Free fatty acid receptor 4 (FFAR4) regulates cardiac oxylipin balance to promote inflammation resolution in a model of heart failure preserved ejection fraction secondary to metabolic syndrome

Abstract

ABSTRACTFree fatty acid receptor 4 (Ffar4) is a G-protein coupled receptor for long-chain fatty acids that improves metabolism and attenuates inflammation. Heart failure preserved ejection fraction (HFpEF) is a complex clinical syndrome, but a predominant subset of patients has meta-bolic syndrome (MetS). Mechanistically, systemic, non-resolving inflammation associated with MetS might promote HFpEF. Interestingly, we recently demonstrated that Ffar4 is cardioprotective in pressure overload. The beneficial effects of Ffar4 on metabolism/inflammation, the high incidence of MetS in HFpEF patients, and the cardioprotective effects of Ffar4 led us to hypothesize that loss of Ffar4 would worsen remodeling in HFpEF secondary to MetS (HFpEF-MetS).
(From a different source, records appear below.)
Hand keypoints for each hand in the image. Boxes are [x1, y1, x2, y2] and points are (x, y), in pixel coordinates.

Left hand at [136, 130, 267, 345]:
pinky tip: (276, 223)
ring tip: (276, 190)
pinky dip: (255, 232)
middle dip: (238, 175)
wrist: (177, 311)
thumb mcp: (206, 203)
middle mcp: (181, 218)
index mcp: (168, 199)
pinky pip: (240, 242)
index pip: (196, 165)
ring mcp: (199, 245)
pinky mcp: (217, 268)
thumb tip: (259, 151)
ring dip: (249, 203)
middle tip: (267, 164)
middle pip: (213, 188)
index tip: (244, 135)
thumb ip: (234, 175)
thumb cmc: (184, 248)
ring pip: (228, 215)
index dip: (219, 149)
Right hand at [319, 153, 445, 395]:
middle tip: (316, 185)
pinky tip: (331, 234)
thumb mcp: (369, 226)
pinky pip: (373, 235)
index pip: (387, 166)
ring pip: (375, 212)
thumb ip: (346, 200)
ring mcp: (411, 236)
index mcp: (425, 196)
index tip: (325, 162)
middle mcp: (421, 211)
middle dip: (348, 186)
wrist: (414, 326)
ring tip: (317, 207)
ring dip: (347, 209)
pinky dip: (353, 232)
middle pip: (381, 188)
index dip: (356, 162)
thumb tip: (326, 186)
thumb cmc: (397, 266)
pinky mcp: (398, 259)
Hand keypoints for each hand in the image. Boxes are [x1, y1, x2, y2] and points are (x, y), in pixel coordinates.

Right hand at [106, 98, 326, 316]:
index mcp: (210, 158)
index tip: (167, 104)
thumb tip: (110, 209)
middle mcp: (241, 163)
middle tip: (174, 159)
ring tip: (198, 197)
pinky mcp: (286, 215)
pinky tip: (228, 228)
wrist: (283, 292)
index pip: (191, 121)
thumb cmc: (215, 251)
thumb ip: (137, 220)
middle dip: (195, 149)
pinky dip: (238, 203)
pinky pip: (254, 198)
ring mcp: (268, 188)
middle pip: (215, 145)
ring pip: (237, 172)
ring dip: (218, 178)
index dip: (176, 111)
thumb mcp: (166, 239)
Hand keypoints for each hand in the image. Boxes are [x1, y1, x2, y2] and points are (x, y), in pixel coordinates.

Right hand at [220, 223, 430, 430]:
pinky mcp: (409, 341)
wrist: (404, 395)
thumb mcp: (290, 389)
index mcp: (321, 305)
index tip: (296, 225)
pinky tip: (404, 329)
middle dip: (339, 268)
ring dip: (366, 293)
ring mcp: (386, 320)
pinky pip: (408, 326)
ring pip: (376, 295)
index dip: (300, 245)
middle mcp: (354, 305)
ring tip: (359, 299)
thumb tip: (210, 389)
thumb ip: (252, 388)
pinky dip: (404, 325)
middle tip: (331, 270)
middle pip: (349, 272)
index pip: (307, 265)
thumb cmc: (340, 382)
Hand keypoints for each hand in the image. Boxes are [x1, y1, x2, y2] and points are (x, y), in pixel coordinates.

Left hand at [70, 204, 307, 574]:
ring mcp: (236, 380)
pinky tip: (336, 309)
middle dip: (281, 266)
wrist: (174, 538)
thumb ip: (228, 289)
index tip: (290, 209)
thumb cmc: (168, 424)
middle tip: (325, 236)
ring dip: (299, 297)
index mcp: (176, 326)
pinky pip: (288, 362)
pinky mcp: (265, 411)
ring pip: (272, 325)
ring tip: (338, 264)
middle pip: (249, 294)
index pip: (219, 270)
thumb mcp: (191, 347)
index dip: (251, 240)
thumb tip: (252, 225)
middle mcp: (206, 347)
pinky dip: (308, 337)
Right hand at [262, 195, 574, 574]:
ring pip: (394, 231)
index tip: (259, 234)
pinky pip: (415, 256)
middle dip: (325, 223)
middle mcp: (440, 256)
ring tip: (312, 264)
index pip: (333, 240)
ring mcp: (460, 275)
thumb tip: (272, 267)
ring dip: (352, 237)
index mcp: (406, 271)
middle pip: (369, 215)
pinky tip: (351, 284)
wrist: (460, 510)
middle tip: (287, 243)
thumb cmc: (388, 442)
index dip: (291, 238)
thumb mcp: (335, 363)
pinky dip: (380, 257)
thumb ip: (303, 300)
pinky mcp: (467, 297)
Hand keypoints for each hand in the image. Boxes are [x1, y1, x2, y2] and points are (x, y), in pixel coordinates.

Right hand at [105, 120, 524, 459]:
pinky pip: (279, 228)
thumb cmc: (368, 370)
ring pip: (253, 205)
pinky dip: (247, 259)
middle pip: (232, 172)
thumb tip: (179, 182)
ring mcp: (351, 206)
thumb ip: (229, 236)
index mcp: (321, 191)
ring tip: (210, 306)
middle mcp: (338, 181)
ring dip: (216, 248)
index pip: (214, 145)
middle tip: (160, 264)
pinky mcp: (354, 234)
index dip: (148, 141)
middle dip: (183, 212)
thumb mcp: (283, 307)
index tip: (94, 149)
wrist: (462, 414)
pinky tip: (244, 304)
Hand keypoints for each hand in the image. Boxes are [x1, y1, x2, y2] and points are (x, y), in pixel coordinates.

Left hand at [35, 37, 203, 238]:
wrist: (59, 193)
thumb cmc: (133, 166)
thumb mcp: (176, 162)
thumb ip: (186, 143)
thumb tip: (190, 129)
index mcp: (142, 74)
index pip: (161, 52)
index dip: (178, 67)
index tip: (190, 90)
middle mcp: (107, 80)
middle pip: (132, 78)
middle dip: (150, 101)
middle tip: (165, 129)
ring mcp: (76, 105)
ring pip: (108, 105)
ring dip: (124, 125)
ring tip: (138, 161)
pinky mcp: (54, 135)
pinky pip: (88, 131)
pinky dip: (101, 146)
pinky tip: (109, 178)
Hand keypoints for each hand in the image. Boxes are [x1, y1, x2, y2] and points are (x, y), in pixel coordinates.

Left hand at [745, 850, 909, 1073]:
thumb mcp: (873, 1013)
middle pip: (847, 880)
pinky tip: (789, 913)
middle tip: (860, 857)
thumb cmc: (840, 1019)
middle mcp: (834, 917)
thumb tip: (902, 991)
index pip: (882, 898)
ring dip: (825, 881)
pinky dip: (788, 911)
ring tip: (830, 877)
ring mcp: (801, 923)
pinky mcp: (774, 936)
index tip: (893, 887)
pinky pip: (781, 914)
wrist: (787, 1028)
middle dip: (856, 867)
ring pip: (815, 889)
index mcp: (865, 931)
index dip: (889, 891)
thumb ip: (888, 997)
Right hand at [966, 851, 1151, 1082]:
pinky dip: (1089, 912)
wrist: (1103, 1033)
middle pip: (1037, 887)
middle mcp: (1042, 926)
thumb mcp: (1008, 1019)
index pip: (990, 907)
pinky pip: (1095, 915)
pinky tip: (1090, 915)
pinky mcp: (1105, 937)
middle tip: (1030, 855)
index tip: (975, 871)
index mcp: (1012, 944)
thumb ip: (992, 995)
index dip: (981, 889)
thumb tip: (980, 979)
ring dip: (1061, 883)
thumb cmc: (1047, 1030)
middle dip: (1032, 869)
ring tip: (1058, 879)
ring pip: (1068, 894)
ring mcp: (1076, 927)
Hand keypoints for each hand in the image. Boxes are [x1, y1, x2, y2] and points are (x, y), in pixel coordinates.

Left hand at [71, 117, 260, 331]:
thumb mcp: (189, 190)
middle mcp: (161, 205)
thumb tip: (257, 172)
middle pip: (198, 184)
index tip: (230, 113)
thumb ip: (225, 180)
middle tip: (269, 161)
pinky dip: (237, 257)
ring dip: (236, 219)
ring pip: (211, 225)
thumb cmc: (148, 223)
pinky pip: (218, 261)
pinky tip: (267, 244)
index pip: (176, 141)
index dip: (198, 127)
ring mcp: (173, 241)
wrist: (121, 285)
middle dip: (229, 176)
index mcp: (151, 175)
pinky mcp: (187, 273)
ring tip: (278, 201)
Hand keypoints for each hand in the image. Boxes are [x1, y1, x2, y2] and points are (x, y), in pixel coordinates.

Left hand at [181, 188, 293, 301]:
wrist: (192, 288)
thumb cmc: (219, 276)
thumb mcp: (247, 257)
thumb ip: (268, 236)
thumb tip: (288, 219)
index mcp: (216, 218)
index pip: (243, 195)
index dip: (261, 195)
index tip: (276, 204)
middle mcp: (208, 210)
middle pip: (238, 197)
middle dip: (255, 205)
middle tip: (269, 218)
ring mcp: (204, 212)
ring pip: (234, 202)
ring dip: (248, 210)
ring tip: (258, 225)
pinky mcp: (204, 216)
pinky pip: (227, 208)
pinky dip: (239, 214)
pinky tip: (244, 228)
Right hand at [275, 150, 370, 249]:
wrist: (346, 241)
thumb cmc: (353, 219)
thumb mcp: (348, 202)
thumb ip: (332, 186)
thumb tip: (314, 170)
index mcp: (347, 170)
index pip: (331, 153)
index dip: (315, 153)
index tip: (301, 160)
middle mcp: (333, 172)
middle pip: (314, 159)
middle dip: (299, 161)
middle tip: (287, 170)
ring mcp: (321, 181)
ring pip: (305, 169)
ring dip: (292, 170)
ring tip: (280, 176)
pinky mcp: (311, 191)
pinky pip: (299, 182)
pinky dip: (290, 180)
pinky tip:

To test this, mice with systemic deletion of Ffar4 (Ffar4KO) were fed a high-fat/high-sucrose diet with L-NAME in their water (HFpEF-MetS diet) to induce HFpEF-MetS. In male Ffar4KO mice, the HFpEF-MetS diet induced similar metabolic deficits, but worsened diastolic function and microvascular rarefaction compared to wild-type mice. Conversely, in female Ffar4KO mice, the diet produced greater obesity but no worsening of HFpEF. Loss of Ffar4 in males altered the balance of inflammatory oxylipins in the heart, decreasing the eicosapentaenoic acid derived, pro-resolving oxylipin 18-hydroxyeicosapentaenoic acid (18-HEPE), while increasing the arachadonic acid derived, proinflammatory oxylipin 12-hydroxyeicosatetraenoic acid (12-HETE). This increased 12-HETE/18-HEPE ratio, reflecting a more proinflammatory state, was associated with increased macrophage numbers, which in turn correlated with worsened ventricular remodeling in male Ffar4KO hearts. In summary, our data suggest that Ffar4 controls the pro/anti-inflammatory oxylipin balance in the heart to modulate macrophage function and attenuate HFpEF remodeling.